Evening sits will still be the best bet, and you want to focus on the groceries. About a third of the cornfields around here have been cut to this point, so keep an eye on the combines. There's no better place to hunt in mid-October than on the edge of a fresh-shelled cornfield. Few soybean fields have been picked yet, but most of them are brown and dry and look ready for harvest. You're probably not going to see much deer action around soybeans right now.
The fall food-plot weather has been a little dry but decent overall. I sowed a half dozen plots back in late August with a mix of oats, clover, and turnips, and all have germinated well and are drawing steady deer action.
But the real story right now is in the hardwoods. We've had a bumper mast crop here in western Kentucky, with a particular abundance of white oaks. That, along with the warm weather, has definitely contributed to the tough hunting conditions seen so far.
Tennessee hunter Kerry Wix is seeing much the same.
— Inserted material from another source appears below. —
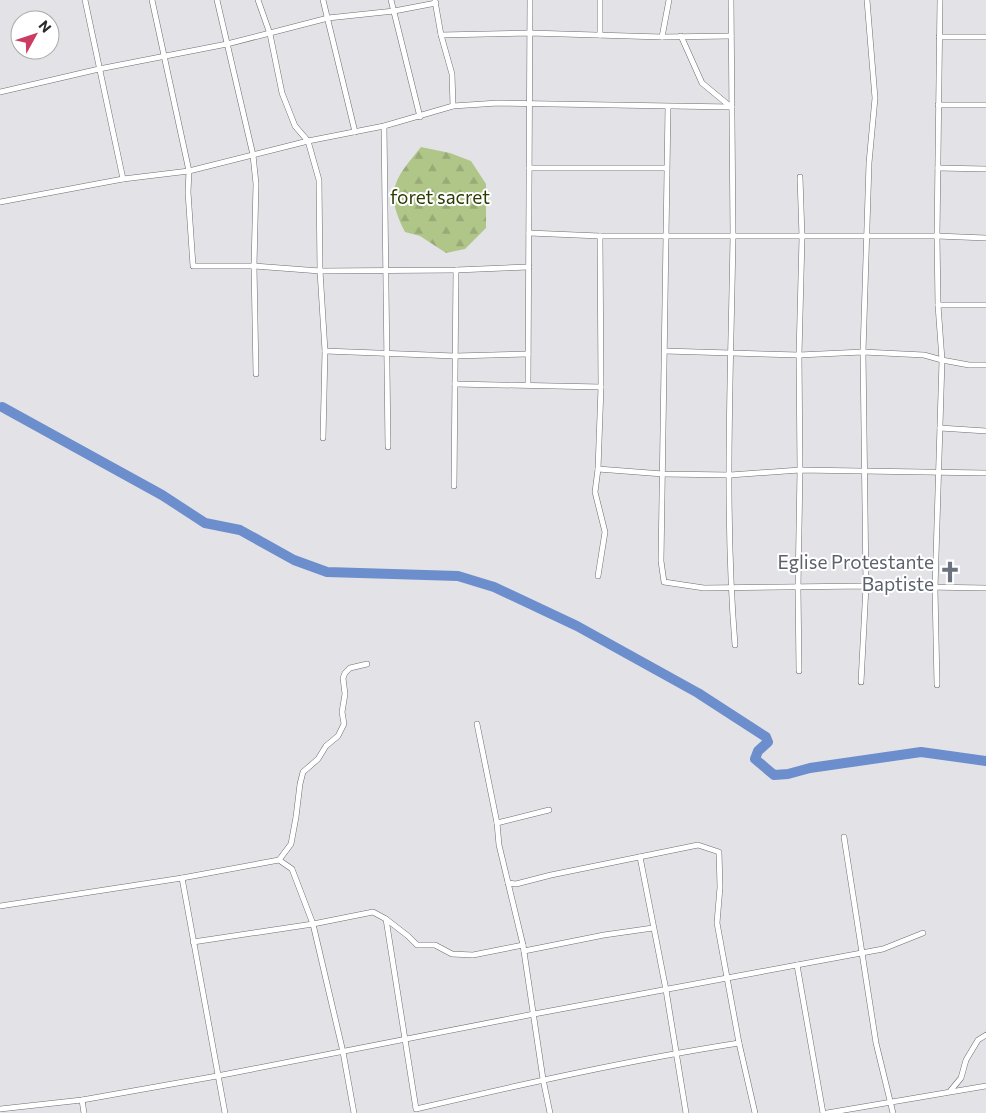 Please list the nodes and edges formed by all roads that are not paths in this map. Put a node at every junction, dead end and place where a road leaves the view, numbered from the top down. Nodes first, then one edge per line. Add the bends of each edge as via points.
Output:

We've got a big acorn crop, and they'll walk past everything else to go to the best oaks, he said. Wix has been out of town for a week, but he made sure to set up cameras over mock scrapes before he left. Little bucks were starting to paw the ground a little bit, and I think they're going to open up those mock scrapes by the middle of next week. This weather coming in looks good.
Realtree Brow Tines and Backstrap blogger Mike Hanback lives and hunts in Virginia, and he's seeing much of the same, albeit with a spottier mast crop. We've got a good amount of acorns in the Piedmont Region, but it's spotty. One hundred miles can make a big difference, he said. Right now, I'm looking for those big rubs that let me know a mature deer is in the area. In the days ahead, you're going to start seeing more rubs and serious scrapes intensifying on those oak ridges, where the deer are congregating to feed right now.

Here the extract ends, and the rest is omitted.